→ What is being asked: Both the line below containing "middle dip: (284, 147)" and the line containing "thumb tip: (330, 183)", along with every line between them, should be repeated exactly; no other line belongs in the answer.

→ Records for the task:
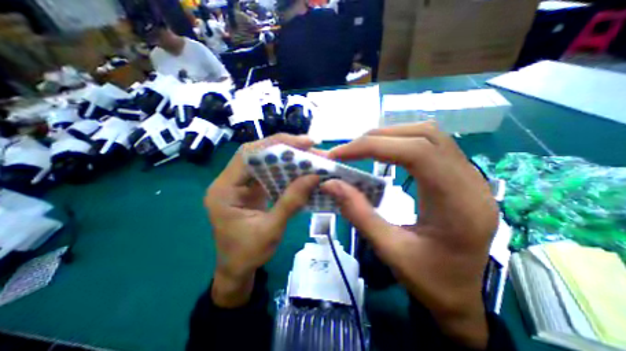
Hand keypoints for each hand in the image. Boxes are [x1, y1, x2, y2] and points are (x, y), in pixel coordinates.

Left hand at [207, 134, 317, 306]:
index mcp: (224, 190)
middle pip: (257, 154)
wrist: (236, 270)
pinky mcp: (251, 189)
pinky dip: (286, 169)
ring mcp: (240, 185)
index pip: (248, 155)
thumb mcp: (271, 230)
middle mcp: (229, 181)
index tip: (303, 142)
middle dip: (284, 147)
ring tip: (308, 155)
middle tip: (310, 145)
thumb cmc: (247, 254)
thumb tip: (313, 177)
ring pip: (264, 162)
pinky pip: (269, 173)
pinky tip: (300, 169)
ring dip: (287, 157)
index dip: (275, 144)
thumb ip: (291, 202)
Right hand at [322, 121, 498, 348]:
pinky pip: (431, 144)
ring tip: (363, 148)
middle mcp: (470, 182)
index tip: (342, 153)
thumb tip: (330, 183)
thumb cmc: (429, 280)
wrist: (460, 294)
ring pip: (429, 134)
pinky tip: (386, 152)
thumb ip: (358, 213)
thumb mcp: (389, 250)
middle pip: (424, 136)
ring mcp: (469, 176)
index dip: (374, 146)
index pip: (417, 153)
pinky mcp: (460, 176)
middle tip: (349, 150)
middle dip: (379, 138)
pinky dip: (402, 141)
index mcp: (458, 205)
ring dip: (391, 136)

==

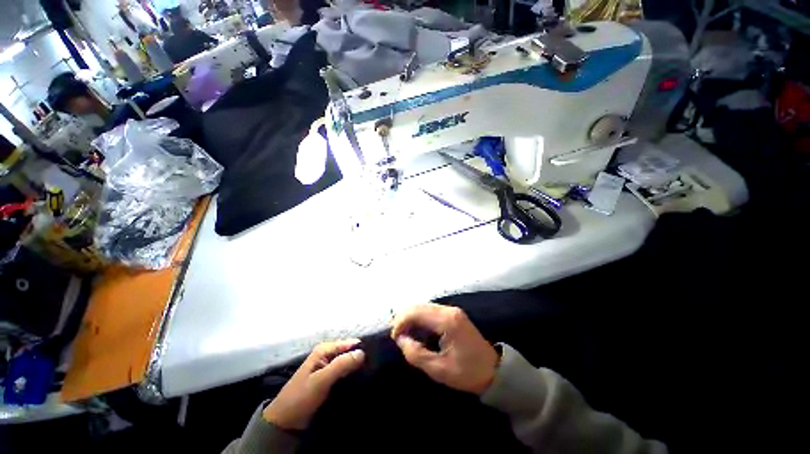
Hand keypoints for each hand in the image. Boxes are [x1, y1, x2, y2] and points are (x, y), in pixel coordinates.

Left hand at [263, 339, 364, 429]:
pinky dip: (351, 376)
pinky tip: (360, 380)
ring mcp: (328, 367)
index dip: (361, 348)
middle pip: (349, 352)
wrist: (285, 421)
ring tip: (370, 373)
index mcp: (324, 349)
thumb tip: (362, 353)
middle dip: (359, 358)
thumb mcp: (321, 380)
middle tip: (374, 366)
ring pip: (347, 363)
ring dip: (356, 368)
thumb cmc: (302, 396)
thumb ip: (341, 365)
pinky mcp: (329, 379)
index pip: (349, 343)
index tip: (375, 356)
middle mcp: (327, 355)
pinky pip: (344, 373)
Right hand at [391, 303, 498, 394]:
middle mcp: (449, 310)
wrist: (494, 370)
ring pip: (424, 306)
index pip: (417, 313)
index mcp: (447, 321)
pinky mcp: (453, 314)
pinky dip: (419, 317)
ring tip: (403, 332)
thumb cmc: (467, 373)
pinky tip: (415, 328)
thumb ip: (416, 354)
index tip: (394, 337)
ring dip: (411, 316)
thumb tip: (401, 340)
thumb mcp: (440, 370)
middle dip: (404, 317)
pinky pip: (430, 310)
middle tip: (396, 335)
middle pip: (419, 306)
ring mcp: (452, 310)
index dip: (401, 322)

→ Completed exercise:
middle dip: (284, 147)
ring tip: (308, 155)
middle tip: (310, 145)
thumb cmc: (247, 254)
thumb tip: (313, 177)
ring pip: (264, 162)
pinky pip: (269, 173)
pinky tip: (300, 169)
ring dip: (287, 157)
index dip: (275, 144)
thumb ip: (291, 202)
Right hand at [322, 121, 498, 348]:
pinky pip: (431, 144)
ring tip: (363, 148)
middle mcp: (470, 182)
index tip: (342, 153)
thumb tip: (330, 183)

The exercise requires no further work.